Sources speaking to The Business Times on the condition of anonymity said that the tests - understood to have taken place under full pre-load conditions - on Marco Polo's rig were performed to assess the integrity of its legs and jacking system, which are critical to the safety of its eventual offshore drilling operations.
The PPL400 design jack-up would have marked Marco Polo's entry into the offshore drilling business, as a now offshore support vessel-focused player. The aspiring jack-up rig owner's unilateral call for contract cancellation came as day rates for the offshore drilling asset class fell 30 per cent on the back of a 50 per cent drop in oil prices compared to 2014 levels, prompting industry sources to question if Marco Polo was seeking early release from the rig deal with PPL.
A Marco Polo spokeswoman maintained, however, that PPL was granted the opportunity to remedy the cracks spotted in the legs after the first test was performed, but more cracks were found after the second test. These were severe enough to give Marco Polo great concerns and had prompted the call for unilateral contract cancellation.

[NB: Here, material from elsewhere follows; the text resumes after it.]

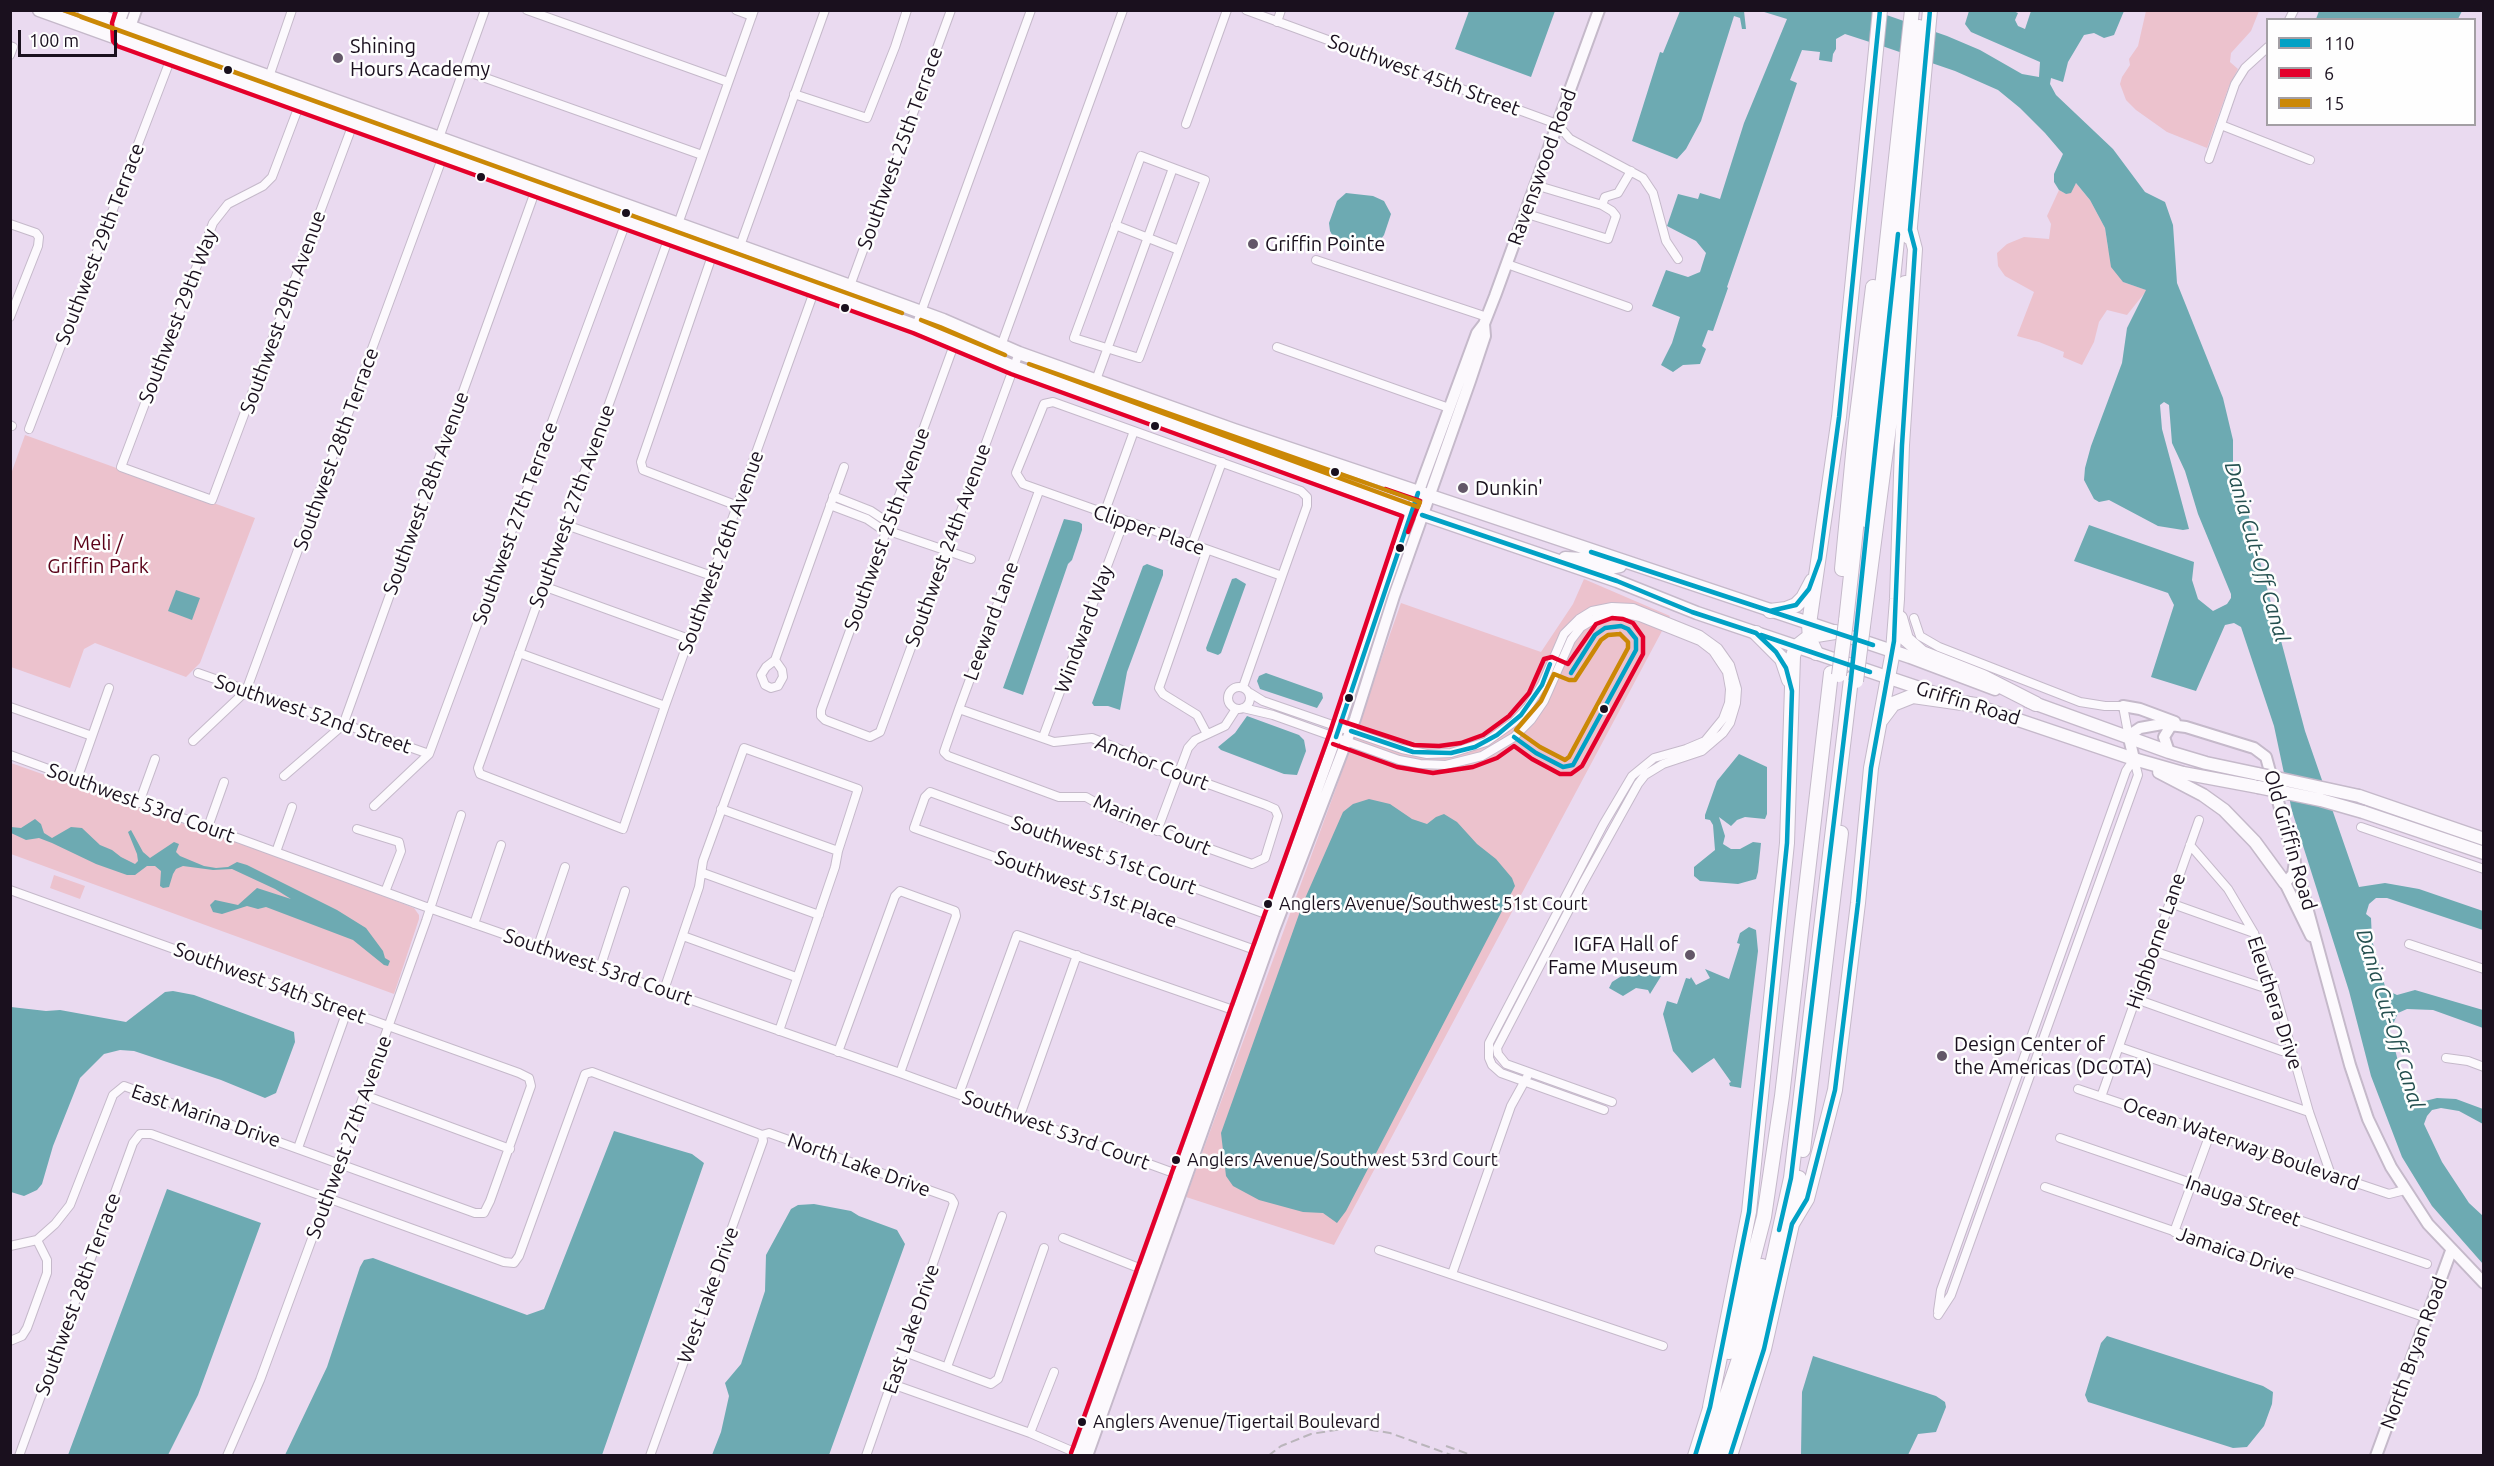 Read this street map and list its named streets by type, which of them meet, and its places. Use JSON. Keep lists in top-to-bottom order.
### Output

Marco Polo is seeking a refund of the 10 per cent deposit, or US$21.4 million placed with PPL for the jack-up rig construction. A second 10 per cent instalment originally due in February 2015 has been deferred on mutual consent as a result of a sectorial weakness, said the spokeswoman.
"Marco Polo has since lined up funding options and would have been in the position to make payment when it is due," she said. The company had also received in-principle understanding from a potential investor to co-own and co-operate the jack-up rig, she added.
Marco Polo's jack-up rig was being built to the same PPL400 design as several other jack-up rigs that PPL has already delivered to Oro Negro and Japan Drilling Company. Oro Negro has three further jack-ups and Japan Drilling Company has one further unit being built at PPL to the same design.
Marco Polo's shares closed at S$0.194, down 1.6 cents. The stock was trading at a low of S$0.162, just one hour before trading closed.
The jack-up rig contract value and the reported first 10 per cent deposit paid by Marco Polo Marine are wrongly stated in Singapore dollars. They should have been in US dollars. We apologise for the error.